[Exercise objective]
Return the whole listing unchanged. Drop the images.

= Beginning of Section =

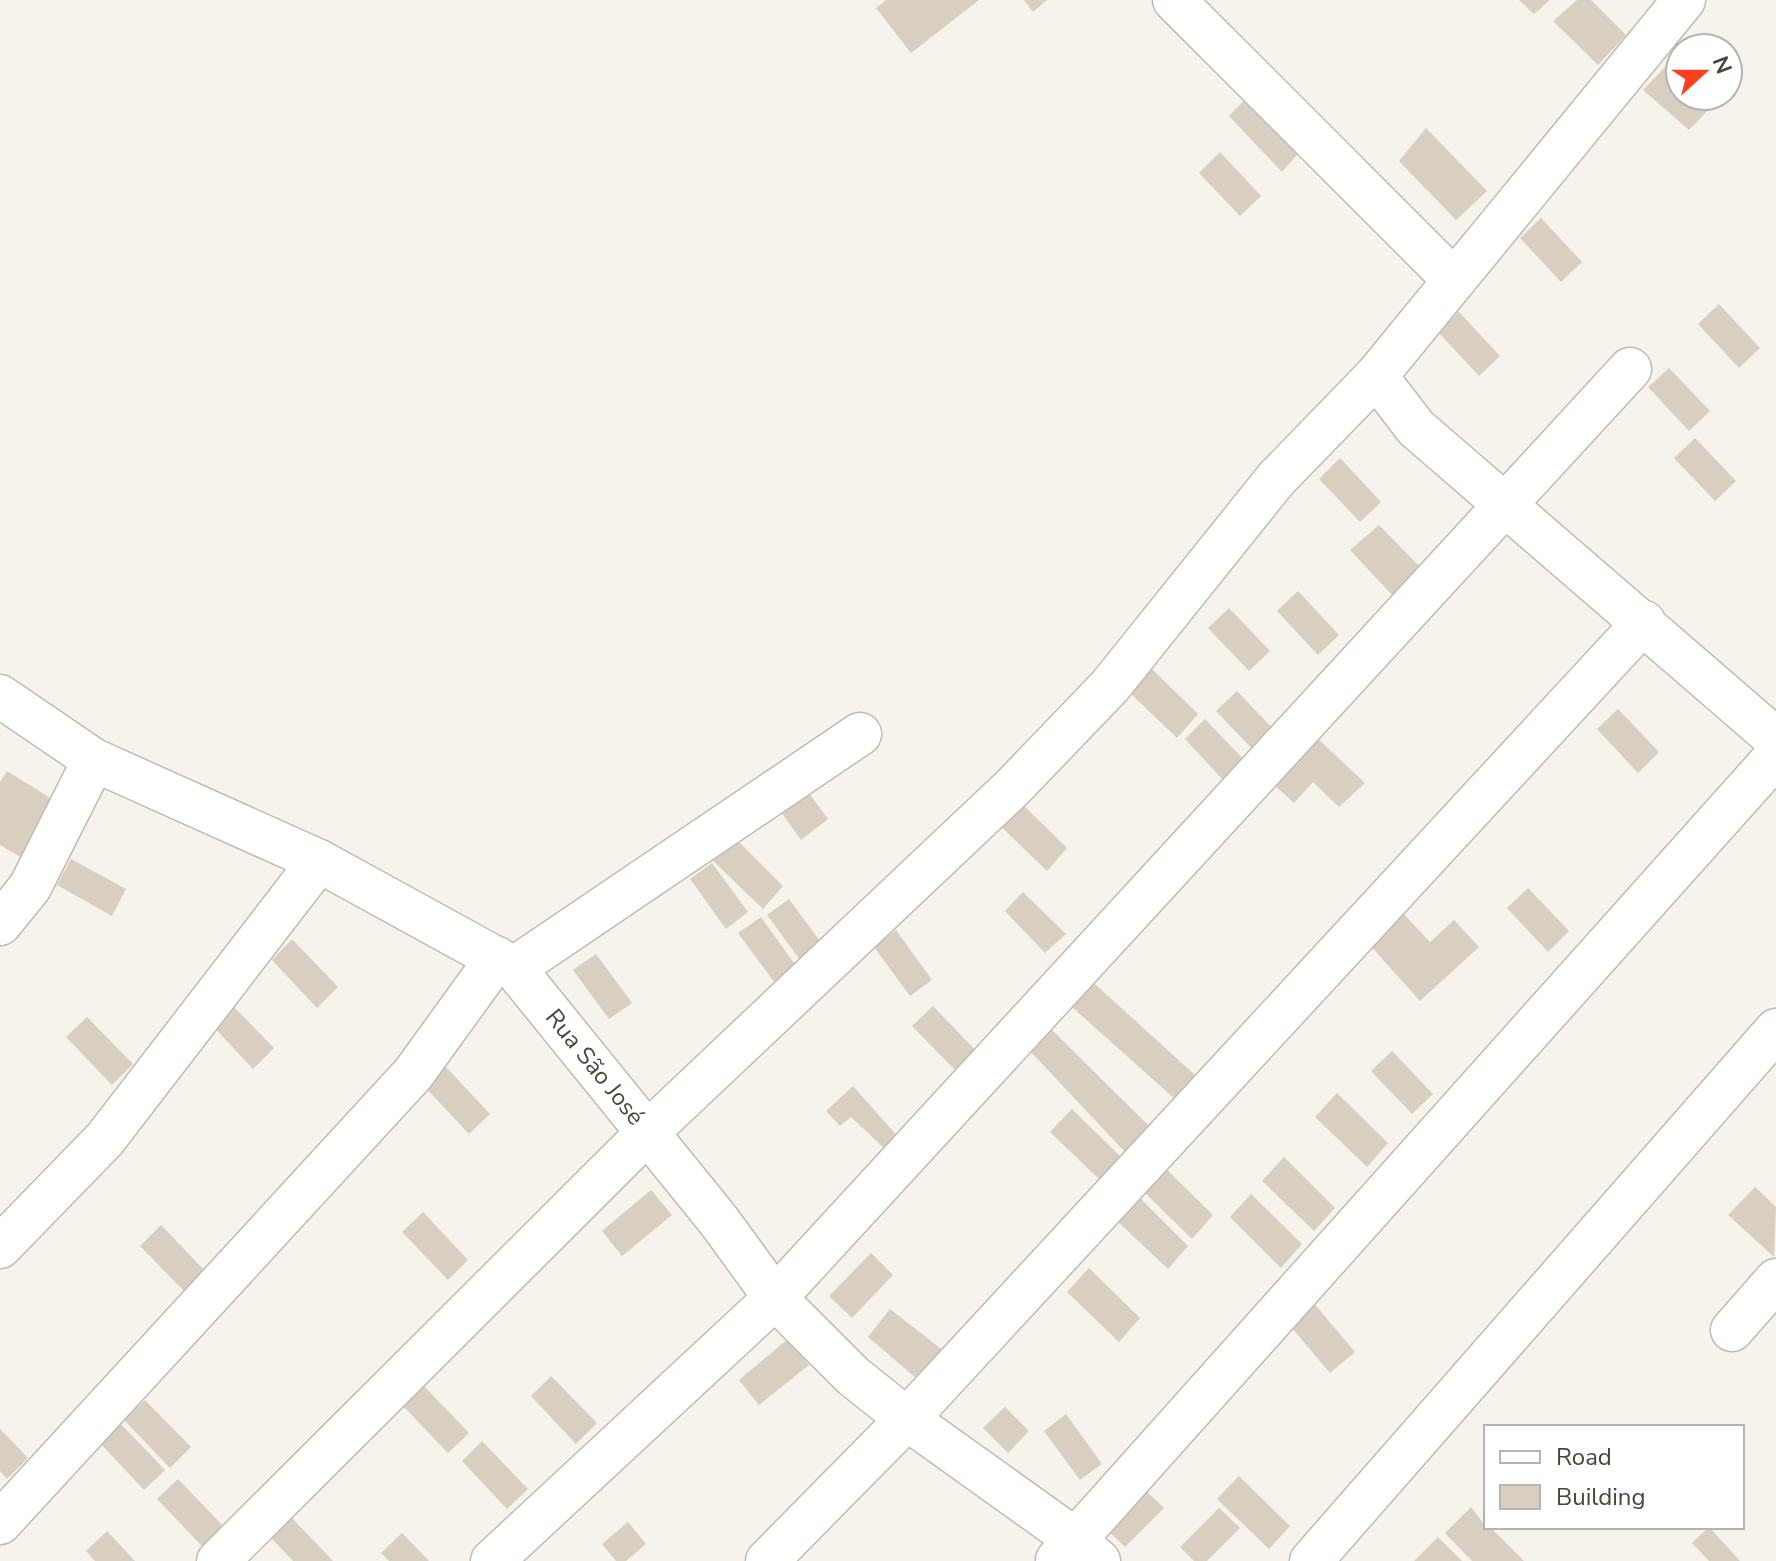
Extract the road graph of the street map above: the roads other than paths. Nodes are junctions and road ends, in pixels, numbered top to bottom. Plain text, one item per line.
1 (1174, 0) edge
2 (1684, 0) edge
3 (1453, 279) junction
4 (1630, 369) dead end
5 (1376, 376) junction
6 (1507, 506) junction
7 (1644, 622) junction
8 (0, 696) edge
9 (860, 734) dead end
10 (1776, 739) edge
11 (1776, 756) edge
12 (94, 760) junction
13 (319, 861) junction
14 (15, 879) edge
15 (0, 924) edge
16 (506, 963) junction
17 (1776, 1030) edge
18 (648, 1132) junction
19 (0, 1247) edge
20 (1776, 1280) edge
21 (775, 1298) junction
22 (1732, 1330) dead end
23 (907, 1419) junction
24 (0, 1523) edge
25 (1077, 1554) edge
26 (218, 1561) edge
27 (492, 1561) edge
28 (767, 1561) edge
29 (1311, 1561) edge

1 - 3 street
2 - 3 street
3 - 5 street
4 - 6 street
5 - 6 street
5 - 18 street
6 - 7 street
6 - 21 street
7 - 10 street
7 - 23 street
8 - 12 street, Rua São José
9 - 16 street
11 - 25 street
12 - 13 street, Rua São José
12 - 14 street
13 - 16 street, Rua São José
13 - 19 street
14 - 15 street
16 - 18 street, Rua São José
16 - 24 street
17 - 29 street
18 - 21 street, Rua São José
18 - 26 street
20 - 22 street
21 - 23 street, Rua São José
21 - 27 street
23 - 25 street, Rua São José
23 - 28 street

= End of Section =

[Answer to the exercise]
Extract the road graph of the street map above: the roads other than paths. Nodes are junctions and road ends, in pixels, numbered top to bottom. Plain text, one item per line.
1 (1174, 0) edge
2 (1684, 0) edge
3 (1453, 279) junction
4 (1630, 369) dead end
5 (1376, 376) junction
6 (1507, 506) junction
7 (1644, 622) junction
8 (0, 696) edge
9 (860, 734) dead end
10 (1776, 739) edge
11 (1776, 756) edge
12 (94, 760) junction
13 (319, 861) junction
14 (15, 879) edge
15 (0, 924) edge
16 (506, 963) junction
17 (1776, 1030) edge
18 (648, 1132) junction
19 (0, 1247) edge
20 (1776, 1280) edge
21 (775, 1298) junction
22 (1732, 1330) dead end
23 (907, 1419) junction
24 (0, 1523) edge
25 (1077, 1554) edge
26 (218, 1561) edge
27 (492, 1561) edge
28 (767, 1561) edge
29 (1311, 1561) edge

1 - 3 street
2 - 3 street
3 - 5 street
4 - 6 street
5 - 6 street
5 - 18 street
6 - 7 street
6 - 21 street
7 - 10 street
7 - 23 street
8 - 12 street, Rua São José
9 - 16 street
11 - 25 street
12 - 13 street, Rua São José
12 - 14 street
13 - 16 street, Rua São José
13 - 19 street
14 - 15 street
16 - 18 street, Rua São José
16 - 24 street
17 - 29 street
18 - 21 street, Rua São José
18 - 26 street
20 - 22 street
21 - 23 street, Rua São José
21 - 27 street
23 - 25 street, Rua São José
23 - 28 street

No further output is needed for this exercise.